RECORDS SHOWN |
__________

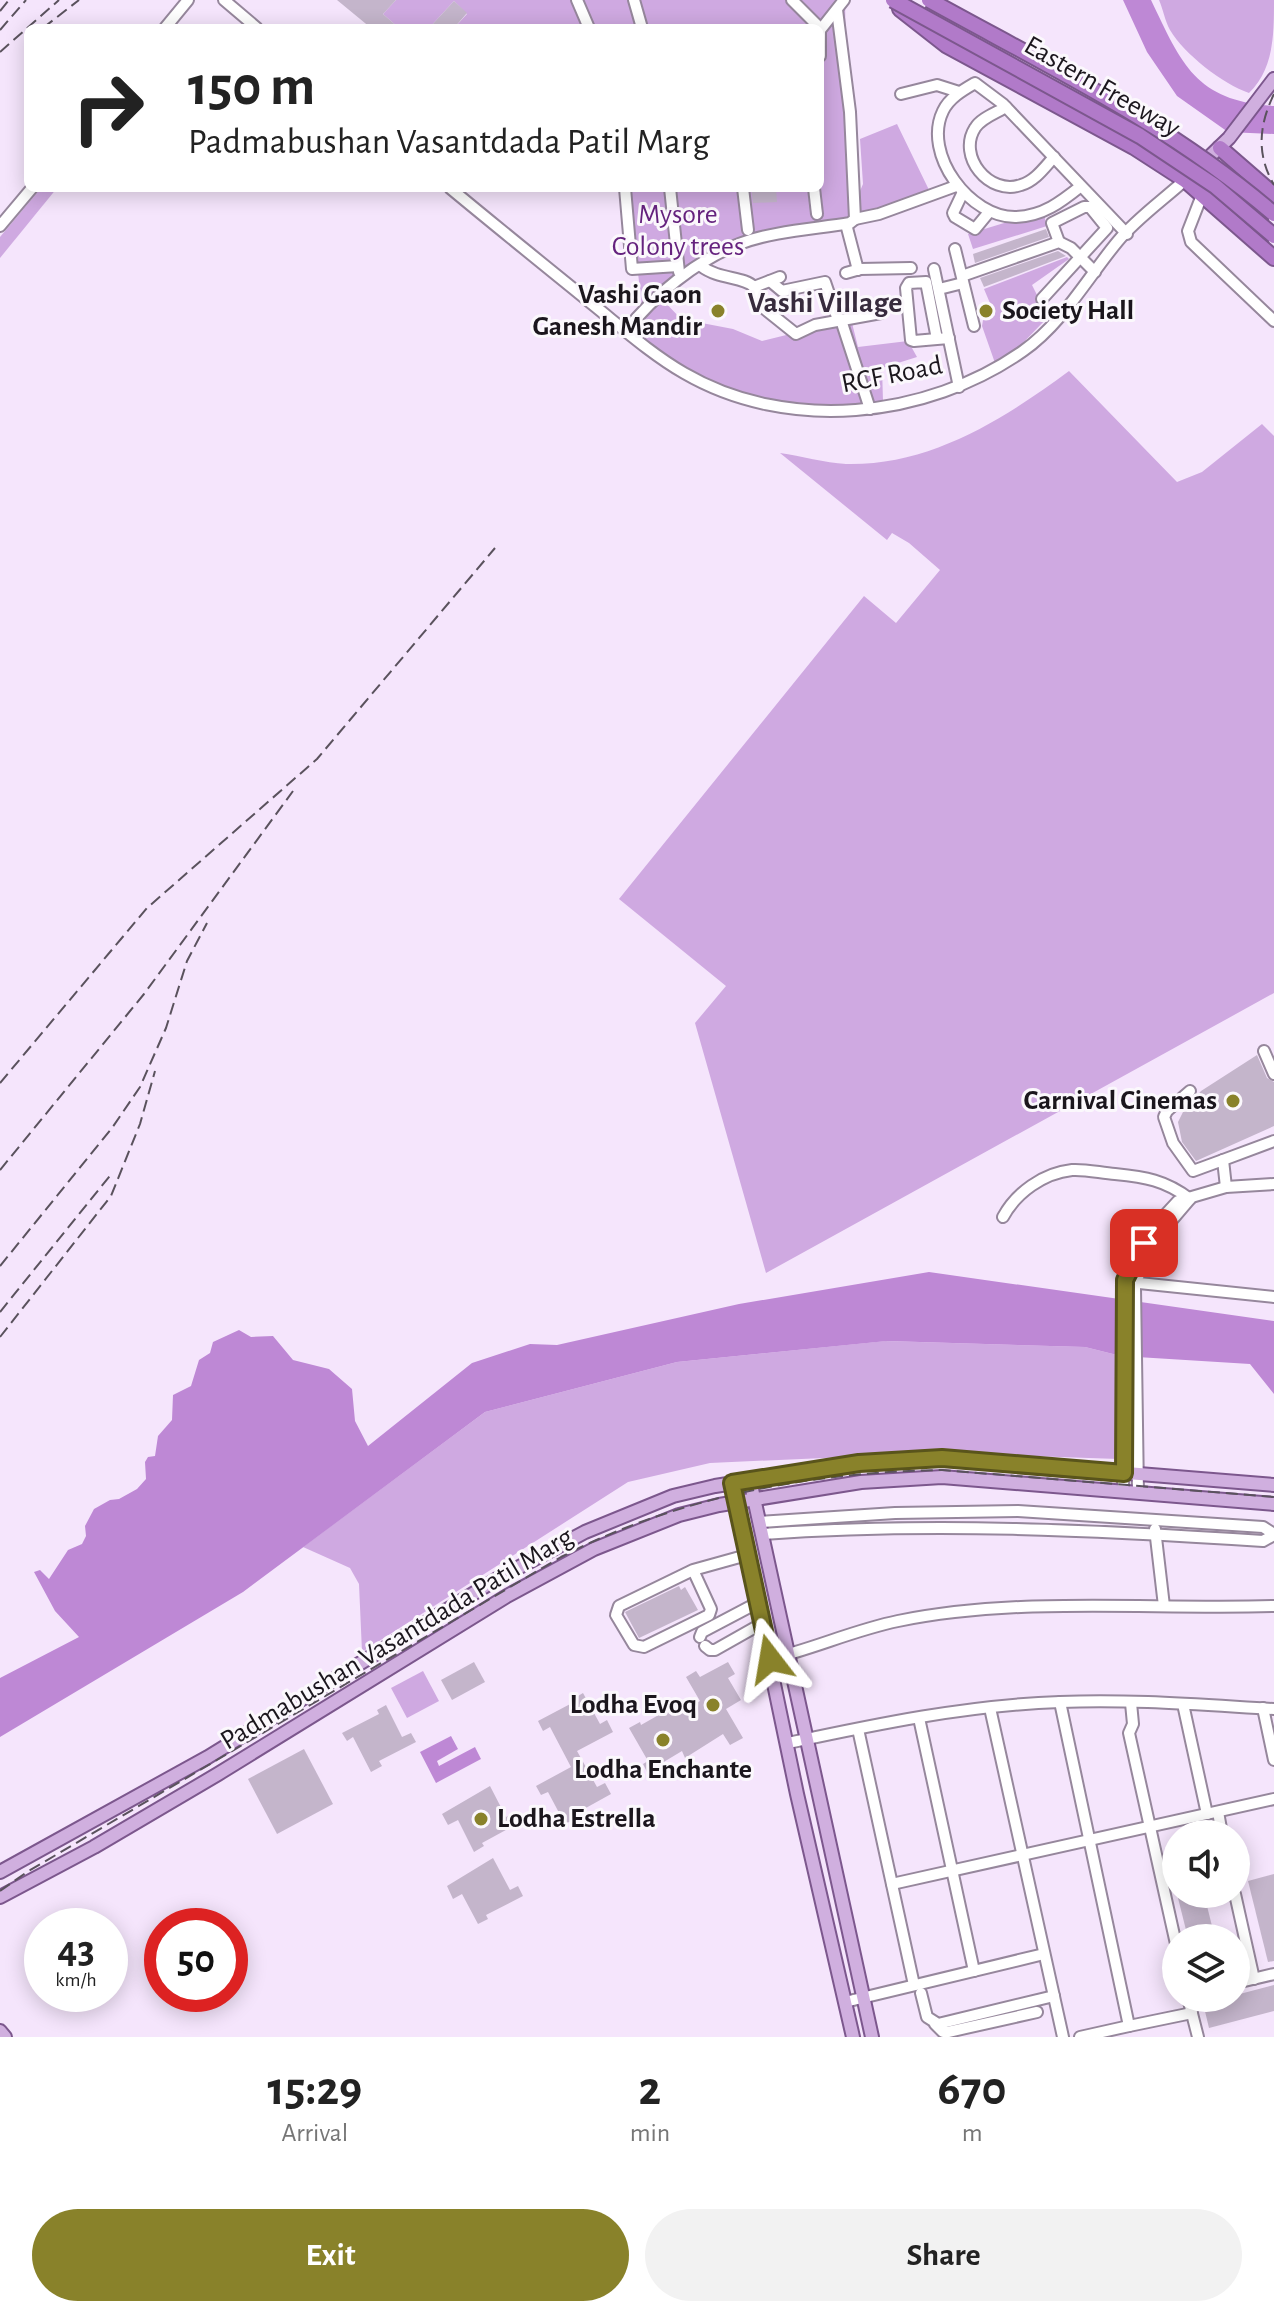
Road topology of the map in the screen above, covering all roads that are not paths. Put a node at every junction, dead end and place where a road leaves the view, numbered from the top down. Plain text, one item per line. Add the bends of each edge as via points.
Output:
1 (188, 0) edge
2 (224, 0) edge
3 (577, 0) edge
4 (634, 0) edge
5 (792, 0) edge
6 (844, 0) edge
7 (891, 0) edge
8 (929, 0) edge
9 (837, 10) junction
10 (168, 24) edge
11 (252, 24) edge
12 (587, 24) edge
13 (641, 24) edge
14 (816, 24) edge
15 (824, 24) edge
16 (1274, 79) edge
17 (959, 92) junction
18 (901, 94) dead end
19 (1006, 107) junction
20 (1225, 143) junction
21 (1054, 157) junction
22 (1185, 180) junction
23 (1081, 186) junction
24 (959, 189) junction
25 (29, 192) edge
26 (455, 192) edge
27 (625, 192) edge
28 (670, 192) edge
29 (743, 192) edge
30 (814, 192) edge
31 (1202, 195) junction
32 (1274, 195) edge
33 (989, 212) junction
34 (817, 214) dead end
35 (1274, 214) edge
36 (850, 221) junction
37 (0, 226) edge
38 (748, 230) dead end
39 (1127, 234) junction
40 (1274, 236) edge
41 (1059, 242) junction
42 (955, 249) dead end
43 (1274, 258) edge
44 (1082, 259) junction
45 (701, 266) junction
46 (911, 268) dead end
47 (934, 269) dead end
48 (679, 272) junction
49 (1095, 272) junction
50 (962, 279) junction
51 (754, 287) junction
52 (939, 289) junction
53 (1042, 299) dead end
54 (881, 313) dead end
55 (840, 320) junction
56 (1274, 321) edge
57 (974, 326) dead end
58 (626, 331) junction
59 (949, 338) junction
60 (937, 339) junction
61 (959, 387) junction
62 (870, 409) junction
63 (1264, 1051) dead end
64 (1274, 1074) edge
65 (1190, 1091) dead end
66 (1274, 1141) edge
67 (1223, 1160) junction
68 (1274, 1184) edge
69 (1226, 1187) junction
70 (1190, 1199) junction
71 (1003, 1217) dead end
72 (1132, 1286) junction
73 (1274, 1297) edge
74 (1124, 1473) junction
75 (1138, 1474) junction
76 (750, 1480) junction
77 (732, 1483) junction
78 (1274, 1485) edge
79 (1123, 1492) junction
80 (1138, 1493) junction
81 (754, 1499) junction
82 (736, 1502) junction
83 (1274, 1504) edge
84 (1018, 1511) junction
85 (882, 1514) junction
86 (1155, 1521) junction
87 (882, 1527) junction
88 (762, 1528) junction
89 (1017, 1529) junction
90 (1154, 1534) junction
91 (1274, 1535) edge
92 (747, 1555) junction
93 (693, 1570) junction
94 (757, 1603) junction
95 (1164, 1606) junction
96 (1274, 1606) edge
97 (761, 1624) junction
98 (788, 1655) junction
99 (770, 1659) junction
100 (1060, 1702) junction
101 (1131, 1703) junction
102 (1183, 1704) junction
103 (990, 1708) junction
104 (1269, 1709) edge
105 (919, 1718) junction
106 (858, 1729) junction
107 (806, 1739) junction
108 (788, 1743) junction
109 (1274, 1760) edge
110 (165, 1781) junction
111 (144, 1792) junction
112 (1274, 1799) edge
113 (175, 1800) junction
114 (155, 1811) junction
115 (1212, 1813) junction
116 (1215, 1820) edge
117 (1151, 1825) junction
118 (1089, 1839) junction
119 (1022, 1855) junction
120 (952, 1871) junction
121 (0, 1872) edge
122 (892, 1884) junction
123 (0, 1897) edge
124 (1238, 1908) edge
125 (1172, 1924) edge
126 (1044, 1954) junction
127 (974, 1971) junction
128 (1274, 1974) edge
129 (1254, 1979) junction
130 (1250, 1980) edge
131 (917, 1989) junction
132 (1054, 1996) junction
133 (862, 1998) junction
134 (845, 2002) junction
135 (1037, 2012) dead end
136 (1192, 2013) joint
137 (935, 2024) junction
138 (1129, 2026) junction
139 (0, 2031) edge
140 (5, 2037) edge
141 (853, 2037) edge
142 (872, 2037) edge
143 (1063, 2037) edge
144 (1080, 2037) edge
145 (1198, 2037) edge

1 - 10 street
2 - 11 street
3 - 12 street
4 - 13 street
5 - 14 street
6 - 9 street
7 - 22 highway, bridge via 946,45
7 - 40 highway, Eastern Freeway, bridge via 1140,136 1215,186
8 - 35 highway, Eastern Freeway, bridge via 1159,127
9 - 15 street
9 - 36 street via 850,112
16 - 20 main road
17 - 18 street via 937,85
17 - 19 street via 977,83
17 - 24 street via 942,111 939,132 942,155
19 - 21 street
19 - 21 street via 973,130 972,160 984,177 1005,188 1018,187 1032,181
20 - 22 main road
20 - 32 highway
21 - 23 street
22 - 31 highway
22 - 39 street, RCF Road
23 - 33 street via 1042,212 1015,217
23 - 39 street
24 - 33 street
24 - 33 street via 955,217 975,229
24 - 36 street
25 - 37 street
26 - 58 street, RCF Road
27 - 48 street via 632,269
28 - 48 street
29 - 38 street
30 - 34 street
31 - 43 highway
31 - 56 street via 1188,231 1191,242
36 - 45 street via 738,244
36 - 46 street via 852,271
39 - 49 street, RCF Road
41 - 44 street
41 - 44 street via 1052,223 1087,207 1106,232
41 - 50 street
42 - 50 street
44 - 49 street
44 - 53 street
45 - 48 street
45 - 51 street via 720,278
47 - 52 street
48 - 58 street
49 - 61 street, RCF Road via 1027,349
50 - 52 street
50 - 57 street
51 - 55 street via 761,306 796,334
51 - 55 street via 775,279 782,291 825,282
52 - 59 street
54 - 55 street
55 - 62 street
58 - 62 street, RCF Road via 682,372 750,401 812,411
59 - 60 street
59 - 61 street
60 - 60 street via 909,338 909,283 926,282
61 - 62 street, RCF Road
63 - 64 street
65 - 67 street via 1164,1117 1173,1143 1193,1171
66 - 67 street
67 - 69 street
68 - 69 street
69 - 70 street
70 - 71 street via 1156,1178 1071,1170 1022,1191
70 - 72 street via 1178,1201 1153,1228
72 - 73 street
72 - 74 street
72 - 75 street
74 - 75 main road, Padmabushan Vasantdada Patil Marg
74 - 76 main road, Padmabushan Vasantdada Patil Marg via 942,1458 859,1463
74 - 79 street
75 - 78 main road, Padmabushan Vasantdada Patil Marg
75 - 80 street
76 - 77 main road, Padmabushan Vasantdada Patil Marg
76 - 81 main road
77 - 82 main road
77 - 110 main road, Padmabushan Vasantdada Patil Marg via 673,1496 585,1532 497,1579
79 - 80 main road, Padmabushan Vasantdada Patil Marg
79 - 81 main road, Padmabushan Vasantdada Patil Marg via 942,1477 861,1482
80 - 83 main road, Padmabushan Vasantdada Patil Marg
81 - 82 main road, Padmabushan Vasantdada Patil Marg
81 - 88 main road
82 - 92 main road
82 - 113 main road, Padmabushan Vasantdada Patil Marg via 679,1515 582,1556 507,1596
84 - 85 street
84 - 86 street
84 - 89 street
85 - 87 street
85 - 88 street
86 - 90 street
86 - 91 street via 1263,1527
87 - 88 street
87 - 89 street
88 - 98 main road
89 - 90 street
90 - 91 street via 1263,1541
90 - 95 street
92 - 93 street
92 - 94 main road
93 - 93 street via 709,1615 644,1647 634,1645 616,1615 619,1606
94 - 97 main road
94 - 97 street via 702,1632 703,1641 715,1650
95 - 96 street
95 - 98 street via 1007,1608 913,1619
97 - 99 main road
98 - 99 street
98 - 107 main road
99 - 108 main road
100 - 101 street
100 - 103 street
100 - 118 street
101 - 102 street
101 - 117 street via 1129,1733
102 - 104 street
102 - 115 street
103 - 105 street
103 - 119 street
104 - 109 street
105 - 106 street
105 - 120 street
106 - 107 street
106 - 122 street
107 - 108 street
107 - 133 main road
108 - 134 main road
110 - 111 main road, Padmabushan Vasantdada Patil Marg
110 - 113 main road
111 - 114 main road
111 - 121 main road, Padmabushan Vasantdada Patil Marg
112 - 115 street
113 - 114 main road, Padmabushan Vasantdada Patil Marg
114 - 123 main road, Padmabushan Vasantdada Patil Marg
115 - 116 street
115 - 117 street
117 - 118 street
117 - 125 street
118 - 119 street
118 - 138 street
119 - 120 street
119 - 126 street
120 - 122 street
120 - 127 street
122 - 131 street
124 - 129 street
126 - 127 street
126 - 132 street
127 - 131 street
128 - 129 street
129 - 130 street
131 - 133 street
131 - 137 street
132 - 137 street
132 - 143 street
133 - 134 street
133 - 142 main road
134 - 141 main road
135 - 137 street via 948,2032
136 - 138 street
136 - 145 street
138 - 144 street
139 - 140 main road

__________

EXERCISE DIRECTIONS | Using the records above, copy all lines that include the word "highway".

ANSWER SPACE |
7 - 22 highway, bridge via 946,45
7 - 40 highway, Eastern Freeway, bridge via 1140,136 1215,186
8 - 35 highway, Eastern Freeway, bridge via 1159,127
20 - 32 highway
22 - 31 highway
31 - 43 highway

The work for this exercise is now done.